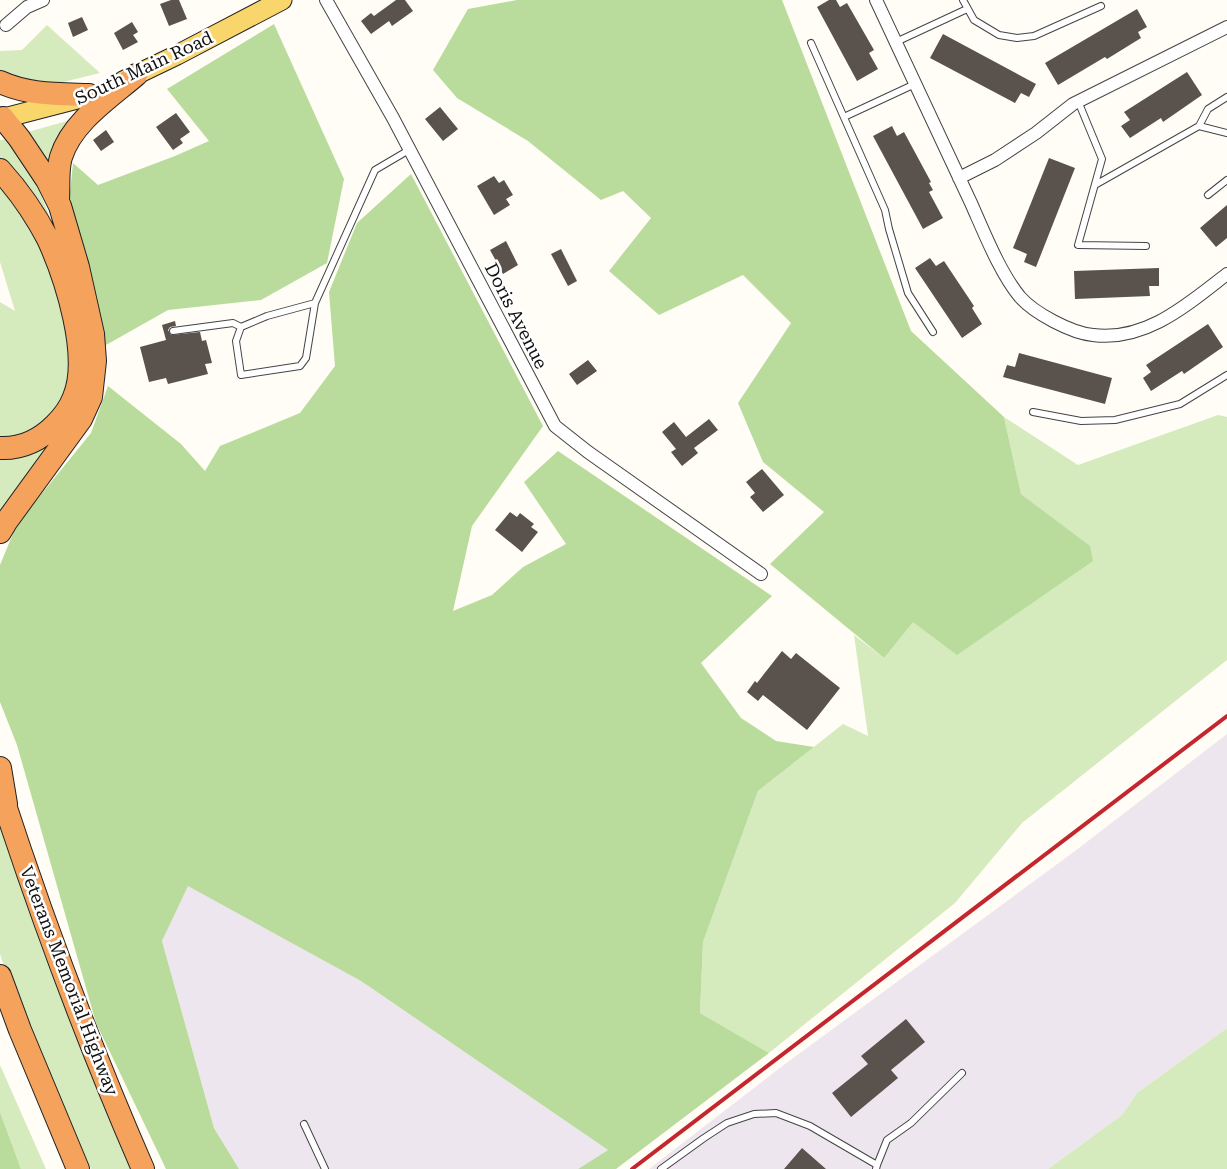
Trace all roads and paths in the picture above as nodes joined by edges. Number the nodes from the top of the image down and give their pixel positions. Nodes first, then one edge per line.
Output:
1 (43, 0) edge
2 (282, 0) edge
3 (326, 0) edge
4 (876, 0) edge
5 (963, 0) edge
6 (1101, 6) dead end
7 (967, 8) junction
8 (6, 25) dead end
9 (1227, 27) edge
10 (896, 42) junction
11 (811, 44) dead end
12 (136, 75) junction
13 (0, 82) edge
14 (915, 84) junction
15 (89, 96) junction
16 (1227, 97) edge
17 (1078, 101) junction
18 (844, 117) junction
19 (2, 119) edge
20 (1199, 126) junction
21 (1227, 133) edge
22 (409, 150) junction
23 (0, 170) edge
24 (958, 178) junction
25 (1227, 180) edge
26 (1095, 185) junction
27 (1208, 195) dead end
28 (58, 202) junction
29 (1146, 246) dead end
30 (1227, 274) edge
31 (316, 303) junction
32 (242, 327) junction
33 (173, 331) dead end
34 (933, 332) dead end
35 (1227, 375) edge
36 (1033, 412) dead end
37 (0, 448) edge
38 (0, 532) edge
39 (761, 574) dead end
40 (0, 768) edge
41 (0, 790) edge
42 (7, 812) junction
43 (0, 976) edge
44 (962, 1073) dead end
45 (304, 1124) dead end
46 (876, 1167) edge
47 (78, 1169) edge
48 (143, 1169) edge
49 (325, 1169) edge
50 (661, 1169) edge

1 - 8 street
2 - 12 main road, South Main Road
3 - 22 street, Doris Avenue
4 - 10 street
5 - 7 lane
6 - 7 lane
7 - 10 lane
9 - 17 street
10 - 14 street
11 - 18 lane
12 - 15 main road, South Main Road
12 - 28 highway
13 - 15 highway
14 - 18 lane
14 - 24 street
15 - 19 main road, South Main Road
16 - 20 lane
17 - 24 street
17 - 26 lane
18 - 34 lane
19 - 28 highway
20 - 21 lane
20 - 26 lane
22 - 31 lane
22 - 39 street, Doris Avenue
23 - 37 highway
24 - 30 street
25 - 27 lane
26 - 29 lane
28 - 38 highway
31 - 32 lane
31 - 32 lane
32 - 33 lane
35 - 36 lane
40 - 42 highway
41 - 42 highway, Veterans Memorial Highway
42 - 48 highway, Veterans Memorial Highway
43 - 47 highway
44 - 46 lane
45 - 49 lane
46 - 50 lane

■ DIRECTIONS FOR THIS TASK: Reproduce the complete set of records verbatim and omit the pictures.

■ RESPONSE TO THE EXERCISE:
Trace all roads and paths in the picture above as nodes joined by edges. Number the nodes from the top of the image down and give their pixel positions. Nodes first, then one edge per line.
Output:
1 (43, 0) edge
2 (282, 0) edge
3 (326, 0) edge
4 (876, 0) edge
5 (963, 0) edge
6 (1101, 6) dead end
7 (967, 8) junction
8 (6, 25) dead end
9 (1227, 27) edge
10 (896, 42) junction
11 (811, 44) dead end
12 (136, 75) junction
13 (0, 82) edge
14 (915, 84) junction
15 (89, 96) junction
16 (1227, 97) edge
17 (1078, 101) junction
18 (844, 117) junction
19 (2, 119) edge
20 (1199, 126) junction
21 (1227, 133) edge
22 (409, 150) junction
23 (0, 170) edge
24 (958, 178) junction
25 (1227, 180) edge
26 (1095, 185) junction
27 (1208, 195) dead end
28 (58, 202) junction
29 (1146, 246) dead end
30 (1227, 274) edge
31 (316, 303) junction
32 (242, 327) junction
33 (173, 331) dead end
34 (933, 332) dead end
35 (1227, 375) edge
36 (1033, 412) dead end
37 (0, 448) edge
38 (0, 532) edge
39 (761, 574) dead end
40 (0, 768) edge
41 (0, 790) edge
42 (7, 812) junction
43 (0, 976) edge
44 (962, 1073) dead end
45 (304, 1124) dead end
46 (876, 1167) edge
47 (78, 1169) edge
48 (143, 1169) edge
49 (325, 1169) edge
50 (661, 1169) edge

1 - 8 street
2 - 12 main road, South Main Road
3 - 22 street, Doris Avenue
4 - 10 street
5 - 7 lane
6 - 7 lane
7 - 10 lane
9 - 17 street
10 - 14 street
11 - 18 lane
12 - 15 main road, South Main Road
12 - 28 highway
13 - 15 highway
14 - 18 lane
14 - 24 street
15 - 19 main road, South Main Road
16 - 20 lane
17 - 24 street
17 - 26 lane
18 - 34 lane
19 - 28 highway
20 - 21 lane
20 - 26 lane
22 - 31 lane
22 - 39 street, Doris Avenue
23 - 37 highway
24 - 30 street
25 - 27 lane
26 - 29 lane
28 - 38 highway
31 - 32 lane
31 - 32 lane
32 - 33 lane
35 - 36 lane
40 - 42 highway
41 - 42 highway, Veterans Memorial Highway
42 - 48 highway, Veterans Memorial Highway
43 - 47 highway
44 - 46 lane
45 - 49 lane
46 - 50 lane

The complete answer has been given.